Task goal – Each line below is to be copied exactly as it appears.

(Beginning of Provided records)

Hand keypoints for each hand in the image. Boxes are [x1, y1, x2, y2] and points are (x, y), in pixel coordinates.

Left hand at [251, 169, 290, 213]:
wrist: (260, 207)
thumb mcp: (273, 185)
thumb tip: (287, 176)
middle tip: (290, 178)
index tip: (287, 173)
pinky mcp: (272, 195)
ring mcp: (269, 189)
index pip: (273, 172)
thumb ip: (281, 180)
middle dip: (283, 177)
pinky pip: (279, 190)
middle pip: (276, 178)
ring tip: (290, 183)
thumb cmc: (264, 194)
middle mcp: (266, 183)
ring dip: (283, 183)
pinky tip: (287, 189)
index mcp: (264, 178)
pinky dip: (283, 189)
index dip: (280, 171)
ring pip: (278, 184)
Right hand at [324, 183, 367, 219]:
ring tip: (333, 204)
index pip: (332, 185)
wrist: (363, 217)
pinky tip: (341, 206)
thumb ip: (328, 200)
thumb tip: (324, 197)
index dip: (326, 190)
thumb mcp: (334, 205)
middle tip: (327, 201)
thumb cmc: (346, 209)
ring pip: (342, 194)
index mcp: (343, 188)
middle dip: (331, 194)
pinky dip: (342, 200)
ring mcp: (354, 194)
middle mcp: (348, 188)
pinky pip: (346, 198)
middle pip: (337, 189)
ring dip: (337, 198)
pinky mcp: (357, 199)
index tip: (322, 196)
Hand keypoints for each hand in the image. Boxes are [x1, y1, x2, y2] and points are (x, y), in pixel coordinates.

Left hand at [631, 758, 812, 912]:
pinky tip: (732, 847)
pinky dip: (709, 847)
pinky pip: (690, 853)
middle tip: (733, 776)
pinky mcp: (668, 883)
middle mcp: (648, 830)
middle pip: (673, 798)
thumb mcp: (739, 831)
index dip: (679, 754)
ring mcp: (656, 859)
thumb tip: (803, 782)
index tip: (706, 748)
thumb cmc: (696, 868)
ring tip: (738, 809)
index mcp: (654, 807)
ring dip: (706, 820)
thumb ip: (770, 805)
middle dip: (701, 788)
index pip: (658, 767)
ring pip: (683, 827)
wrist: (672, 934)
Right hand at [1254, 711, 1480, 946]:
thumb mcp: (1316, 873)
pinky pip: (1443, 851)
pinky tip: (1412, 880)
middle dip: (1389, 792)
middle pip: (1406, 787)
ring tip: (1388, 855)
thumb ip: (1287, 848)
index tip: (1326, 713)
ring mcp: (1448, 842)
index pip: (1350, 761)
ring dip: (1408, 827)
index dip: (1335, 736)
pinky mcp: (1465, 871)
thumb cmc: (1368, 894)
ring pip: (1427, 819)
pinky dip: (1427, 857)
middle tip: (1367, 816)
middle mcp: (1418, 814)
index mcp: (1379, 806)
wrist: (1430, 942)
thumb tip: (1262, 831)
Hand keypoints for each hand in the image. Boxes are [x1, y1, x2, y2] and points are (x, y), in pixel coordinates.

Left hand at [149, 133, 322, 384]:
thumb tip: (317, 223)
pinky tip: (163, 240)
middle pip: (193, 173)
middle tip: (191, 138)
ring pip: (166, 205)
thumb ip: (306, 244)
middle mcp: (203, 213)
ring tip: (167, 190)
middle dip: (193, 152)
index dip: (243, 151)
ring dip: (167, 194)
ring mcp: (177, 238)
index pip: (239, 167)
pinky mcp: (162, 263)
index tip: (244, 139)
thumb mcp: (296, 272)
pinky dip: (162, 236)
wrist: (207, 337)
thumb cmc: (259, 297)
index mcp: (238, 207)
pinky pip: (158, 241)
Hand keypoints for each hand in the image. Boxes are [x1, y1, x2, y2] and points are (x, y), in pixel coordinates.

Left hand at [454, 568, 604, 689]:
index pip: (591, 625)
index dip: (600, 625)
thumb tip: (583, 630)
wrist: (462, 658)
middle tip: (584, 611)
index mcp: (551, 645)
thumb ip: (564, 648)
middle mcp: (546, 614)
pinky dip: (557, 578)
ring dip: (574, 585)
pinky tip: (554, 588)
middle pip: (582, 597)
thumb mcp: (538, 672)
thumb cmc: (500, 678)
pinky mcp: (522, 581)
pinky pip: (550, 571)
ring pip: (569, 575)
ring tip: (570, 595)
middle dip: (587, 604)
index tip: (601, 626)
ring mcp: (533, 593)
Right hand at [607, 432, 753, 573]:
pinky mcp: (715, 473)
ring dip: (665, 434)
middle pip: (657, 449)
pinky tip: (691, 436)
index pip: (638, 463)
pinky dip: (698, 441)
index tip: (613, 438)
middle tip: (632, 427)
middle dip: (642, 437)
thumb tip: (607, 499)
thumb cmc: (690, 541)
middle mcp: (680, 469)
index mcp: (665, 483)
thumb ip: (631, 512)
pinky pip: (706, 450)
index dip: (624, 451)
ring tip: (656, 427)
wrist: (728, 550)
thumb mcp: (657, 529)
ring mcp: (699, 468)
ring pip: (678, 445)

(End of Provided records)

Solved problem –
Hand keypoints for each hand in the image. Boxes are [x1, y1, x2, y2] and points are (x, y), in pixel coordinates.

Left hand at [251, 169, 290, 213]:
wrist: (260, 207)
thumb mcp: (273, 185)
thumb tip: (287, 176)
middle tip: (290, 178)
index tip: (287, 173)
pinky mcp: (272, 195)
ring mcp: (269, 189)
index pip: (273, 172)
thumb ip: (281, 180)
middle dip: (283, 177)
pinky pip: (279, 190)
middle pip: (276, 178)
ring tip: (290, 183)
thumb cmc: (264, 194)
middle mcp: (266, 183)
ring dip: (283, 183)
pinky tip: (287, 189)
index mcp: (264, 178)
pinky dip: (283, 189)
index dip: (280, 171)
ring pip: (278, 184)
Right hand at [324, 183, 367, 219]:
ring tip: (333, 204)
index pip: (332, 185)
wrist: (363, 217)
pinky tip: (341, 206)
thumb ip: (328, 200)
thumb tip: (324, 197)
index dip: (326, 190)
thumb mcp: (334, 205)
middle tip: (327, 201)
thumb cmc: (346, 209)
ring pip: (342, 194)
index mcp: (343, 188)
middle dip: (331, 194)
pinky dip: (342, 200)
ring mcp: (354, 194)
middle mcp: (348, 188)
pinky pip: (346, 198)
middle pip: (337, 189)
ring dip: (337, 198)
pinky mcp: (357, 199)
index tip: (322, 196)
Hand keypoints for each hand in the image. Boxes are [x1, y1, x2, y2] and points are (x, y), in pixel coordinates.

Left hand at [631, 758, 812, 912]:
pinky tip: (732, 847)
pinky dip: (709, 847)
pinky pip: (690, 853)
middle tip: (733, 776)
pinky mcp: (668, 883)
middle mcp: (648, 830)
middle pip: (673, 798)
thumb mcp: (739, 831)
index dip: (679, 754)
ring mcp: (656, 859)
thumb tip: (803, 782)
index tip: (706, 748)
thumb cmc: (696, 868)
ring tip: (738, 809)
index mcp: (654, 807)
ring dip: (706, 820)
thumb ip: (770, 805)
middle dip: (701, 788)
index pip: (658, 767)
ring pip: (683, 827)
wrist: (672, 934)
Right hand at [1254, 711, 1480, 946]:
thumb mcp: (1316, 873)
pinky pip: (1443, 851)
pinky tip: (1412, 880)
middle dip: (1389, 792)
middle pip: (1406, 787)
ring tip: (1388, 855)
thumb ip: (1287, 848)
index tip: (1326, 713)
ring mcp: (1448, 842)
index pip: (1350, 761)
ring dip: (1408, 827)
index dip: (1335, 736)
pinky mcp: (1465, 871)
thumb cmc: (1368, 894)
ring pip: (1427, 819)
pinky dip: (1427, 857)
middle tip: (1367, 816)
middle mcp: (1418, 814)
index mcp: (1379, 806)
wrist: (1430, 942)
thumb tip: (1262, 831)
Hand keypoints for each hand in the image. Boxes are [x1, y1, x2, y2] and points are (x, y), in pixel coordinates.

Left hand at [149, 133, 322, 384]:
thumb tip: (317, 223)
pinky tip: (163, 240)
middle pip: (193, 173)
middle tip: (191, 138)
ring pip: (166, 205)
thumb ip: (306, 244)
middle mcp: (203, 213)
ring tip: (167, 190)
middle dip: (193, 152)
index dip: (243, 151)
ring dip: (167, 194)
ring mcp: (177, 238)
index pip: (239, 167)
pinky mcp: (162, 263)
index tip: (244, 139)
thumb mcp: (296, 272)
pinky dip: (162, 236)
wrist: (207, 337)
thumb cmc: (259, 297)
index mcp: (238, 207)
pinky pip: (158, 241)
Hand keypoints for each hand in the image. Boxes are [x1, y1, x2, y2] and points are (x, y), in pixel coordinates.

Left hand at [454, 568, 604, 689]:
index pip: (591, 625)
index dip: (600, 625)
thumb tip: (583, 630)
wrist: (462, 658)
middle tip: (584, 611)
index mcp: (551, 645)
thumb ip: (564, 648)
middle mcp: (546, 614)
pinky dip: (557, 578)
ring dip: (574, 585)
pinky tip: (554, 588)
middle pip: (582, 597)
thumb mcp: (538, 672)
thumb cmc: (500, 678)
pinky mcp: (522, 581)
pinky pip: (550, 571)
ring pip: (569, 575)
ring tip: (570, 595)
middle dip: (587, 604)
index tip: (601, 626)
ring mcp: (533, 593)
Right hand at [607, 432, 753, 573]:
pinky mcp: (715, 473)
ring dip: (665, 434)
middle pip: (657, 449)
pinky tip: (691, 436)
index pip: (638, 463)
pinky dip: (698, 441)
index tip: (613, 438)
middle tip: (632, 427)
middle dip: (642, 437)
thumb tip: (607, 499)
thumb cmc: (690, 541)
middle mcp: (680, 469)
index mcp: (665, 483)
thumb ip: (631, 512)
pinky pip: (706, 450)
index dip: (624, 451)
ring tip: (656, 427)
wrist: (728, 550)
thumb mcp: (657, 529)
ring mcp: (699, 468)
ring pip: (678, 445)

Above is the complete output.